# Source records

################

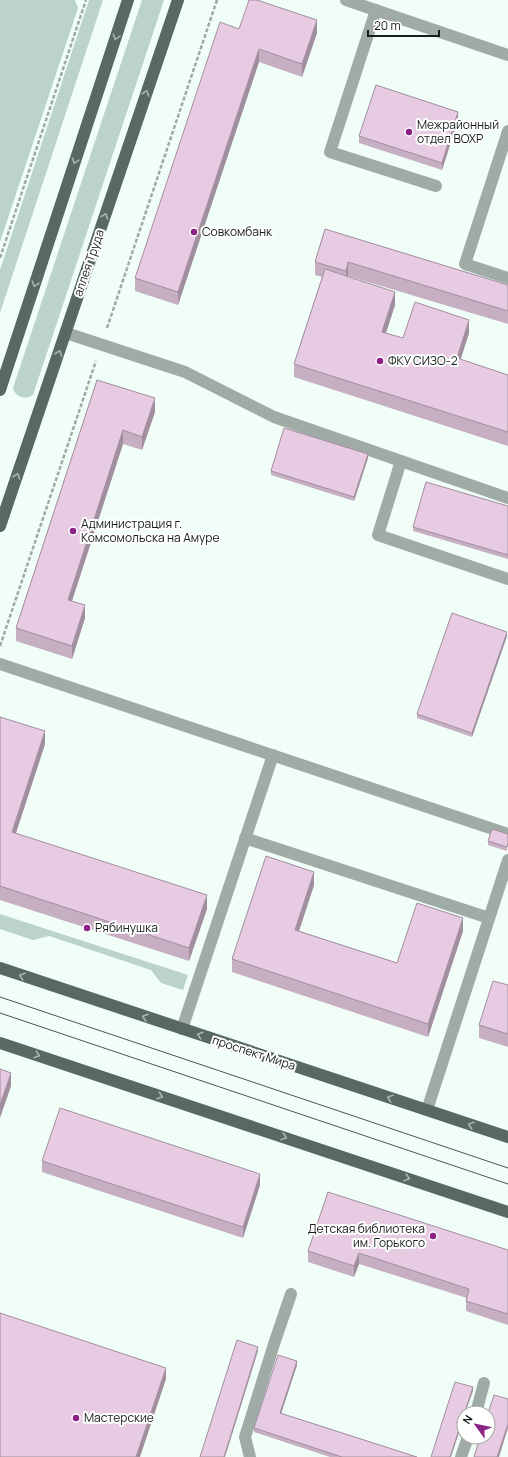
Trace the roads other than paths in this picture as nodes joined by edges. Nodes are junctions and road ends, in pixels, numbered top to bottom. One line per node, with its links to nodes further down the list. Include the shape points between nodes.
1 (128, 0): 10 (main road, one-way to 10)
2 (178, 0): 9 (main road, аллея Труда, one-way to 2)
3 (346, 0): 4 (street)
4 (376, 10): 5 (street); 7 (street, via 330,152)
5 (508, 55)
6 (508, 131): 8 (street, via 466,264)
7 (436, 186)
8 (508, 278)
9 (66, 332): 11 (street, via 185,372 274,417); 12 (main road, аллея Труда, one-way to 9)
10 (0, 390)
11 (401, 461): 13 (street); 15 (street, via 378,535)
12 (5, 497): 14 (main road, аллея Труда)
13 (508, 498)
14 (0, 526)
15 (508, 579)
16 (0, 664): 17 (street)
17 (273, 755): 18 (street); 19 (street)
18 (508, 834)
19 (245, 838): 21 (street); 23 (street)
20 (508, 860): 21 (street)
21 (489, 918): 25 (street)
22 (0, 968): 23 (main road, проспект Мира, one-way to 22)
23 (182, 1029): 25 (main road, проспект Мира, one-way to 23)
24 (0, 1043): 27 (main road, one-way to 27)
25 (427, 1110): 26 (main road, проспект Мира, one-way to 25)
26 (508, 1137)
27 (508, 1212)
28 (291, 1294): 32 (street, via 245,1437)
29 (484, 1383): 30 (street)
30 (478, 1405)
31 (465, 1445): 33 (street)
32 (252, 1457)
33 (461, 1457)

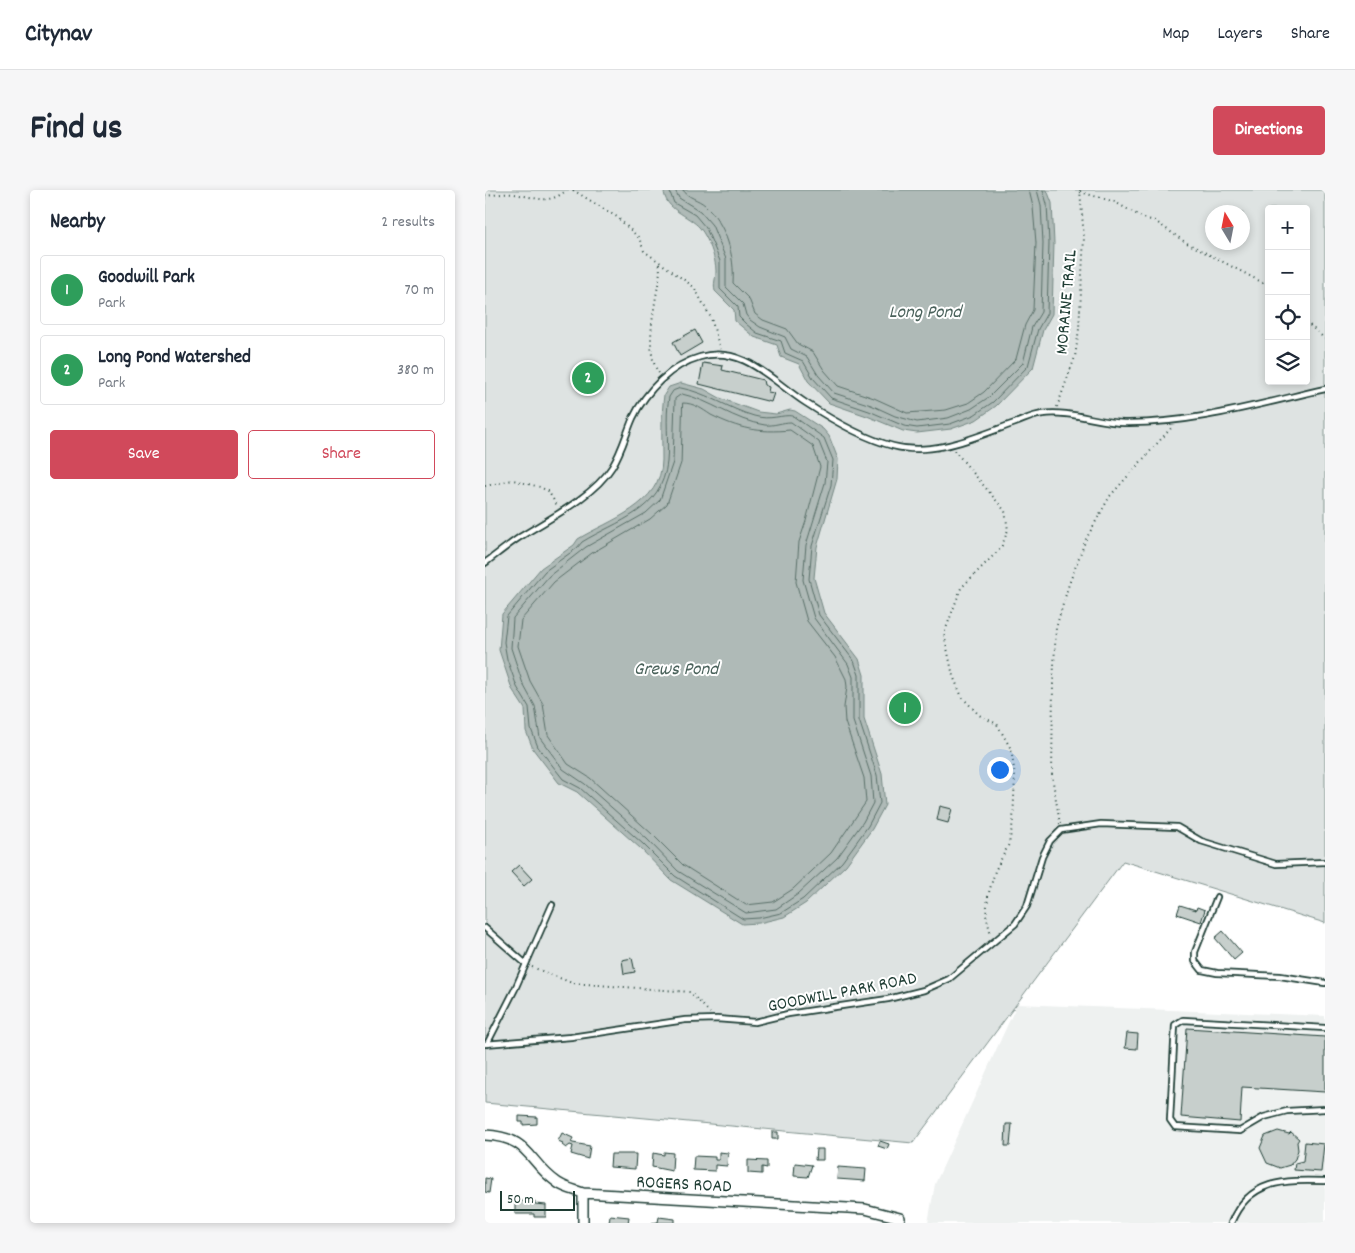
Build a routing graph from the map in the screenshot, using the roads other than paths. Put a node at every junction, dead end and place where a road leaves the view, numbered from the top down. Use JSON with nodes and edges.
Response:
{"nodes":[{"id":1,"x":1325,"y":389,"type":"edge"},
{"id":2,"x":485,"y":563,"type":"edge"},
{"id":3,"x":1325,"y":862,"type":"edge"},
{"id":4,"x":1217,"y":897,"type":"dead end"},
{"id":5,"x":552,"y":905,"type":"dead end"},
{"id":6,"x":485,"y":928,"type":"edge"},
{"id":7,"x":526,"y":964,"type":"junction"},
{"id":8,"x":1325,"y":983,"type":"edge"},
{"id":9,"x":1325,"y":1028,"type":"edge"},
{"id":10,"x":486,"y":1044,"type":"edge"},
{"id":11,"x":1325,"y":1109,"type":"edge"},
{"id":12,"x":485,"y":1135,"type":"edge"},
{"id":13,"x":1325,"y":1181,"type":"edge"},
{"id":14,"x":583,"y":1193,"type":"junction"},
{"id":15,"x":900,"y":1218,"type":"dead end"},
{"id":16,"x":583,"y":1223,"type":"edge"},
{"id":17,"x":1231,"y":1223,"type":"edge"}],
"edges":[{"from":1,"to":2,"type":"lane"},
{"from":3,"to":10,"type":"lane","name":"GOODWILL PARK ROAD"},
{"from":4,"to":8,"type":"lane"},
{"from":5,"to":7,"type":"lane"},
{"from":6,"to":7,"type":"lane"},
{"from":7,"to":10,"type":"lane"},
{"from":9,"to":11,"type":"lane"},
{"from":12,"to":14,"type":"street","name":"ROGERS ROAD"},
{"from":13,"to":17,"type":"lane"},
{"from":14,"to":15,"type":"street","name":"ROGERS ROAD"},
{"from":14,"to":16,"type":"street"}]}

################

Reproduce the entries exactly. Do not carry over any picture.

Trace the roads other than paths in this picture as nodes joined by edges. Nodes are junctions and road ends, in pixels, numbered top to bottom. One line per node, with its links to nodes further down the list. Include the shape points between nodes.
1 (128, 0): 10 (main road, one-way to 10)
2 (178, 0): 9 (main road, аллея Труда, one-way to 2)
3 (346, 0): 4 (street)
4 (376, 10): 5 (street); 7 (street, via 330,152)
5 (508, 55)
6 (508, 131): 8 (street, via 466,264)
7 (436, 186)
8 (508, 278)
9 (66, 332): 11 (street, via 185,372 274,417); 12 (main road, аллея Труда, one-way to 9)
10 (0, 390)
11 (401, 461): 13 (street); 15 (street, via 378,535)
12 (5, 497): 14 (main road, аллея Труда)
13 (508, 498)
14 (0, 526)
15 (508, 579)
16 (0, 664): 17 (street)
17 (273, 755): 18 (street); 19 (street)
18 (508, 834)
19 (245, 838): 21 (street); 23 (street)
20 (508, 860): 21 (street)
21 (489, 918): 25 (street)
22 (0, 968): 23 (main road, проспект Мира, one-way to 22)
23 (182, 1029): 25 (main road, проспект Мира, one-way to 23)
24 (0, 1043): 27 (main road, one-way to 27)
25 (427, 1110): 26 (main road, проспект Мира, one-way to 25)
26 (508, 1137)
27 (508, 1212)
28 (291, 1294): 32 (street, via 245,1437)
29 (484, 1383): 30 (street)
30 (478, 1405)
31 (465, 1445): 33 (street)
32 (252, 1457)
33 (461, 1457)

Build a routing graph from the map in the screenshot, using the roads other than paths. Put a node at every junction, dead end and place where a road leaves the view, numbered from the top down. Use JSON with nodes and edges.
Response:
{"nodes":[{"id":1,"x":1325,"y":389,"type":"edge"},
{"id":2,"x":485,"y":563,"type":"edge"},
{"id":3,"x":1325,"y":862,"type":"edge"},
{"id":4,"x":1217,"y":897,"type":"dead end"},
{"id":5,"x":552,"y":905,"type":"dead end"},
{"id":6,"x":485,"y":928,"type":"edge"},
{"id":7,"x":526,"y":964,"type":"junction"},
{"id":8,"x":1325,"y":983,"type":"edge"},
{"id":9,"x":1325,"y":1028,"type":"edge"},
{"id":10,"x":486,"y":1044,"type":"edge"},
{"id":11,"x":1325,"y":1109,"type":"edge"},
{"id":12,"x":485,"y":1135,"type":"edge"},
{"id":13,"x":1325,"y":1181,"type":"edge"},
{"id":14,"x":583,"y":1193,"type":"junction"},
{"id":15,"x":900,"y":1218,"type":"dead end"},
{"id":16,"x":583,"y":1223,"type":"edge"},
{"id":17,"x":1231,"y":1223,"type":"edge"}],
"edges":[{"from":1,"to":2,"type":"lane"},
{"from":3,"to":10,"type":"lane","name":"GOODWILL PARK ROAD"},
{"from":4,"to":8,"type":"lane"},
{"from":5,"to":7,"type":"lane"},
{"from":6,"to":7,"type":"lane"},
{"from":7,"to":10,"type":"lane"},
{"from":9,"to":11,"type":"lane"},
{"from":12,"to":14,"type":"street","name":"ROGERS ROAD"},
{"from":13,"to":17,"type":"lane"},
{"from":14,"to":15,"type":"street","name":"ROGERS ROAD"},
{"from":14,"to":16,"type":"street"}]}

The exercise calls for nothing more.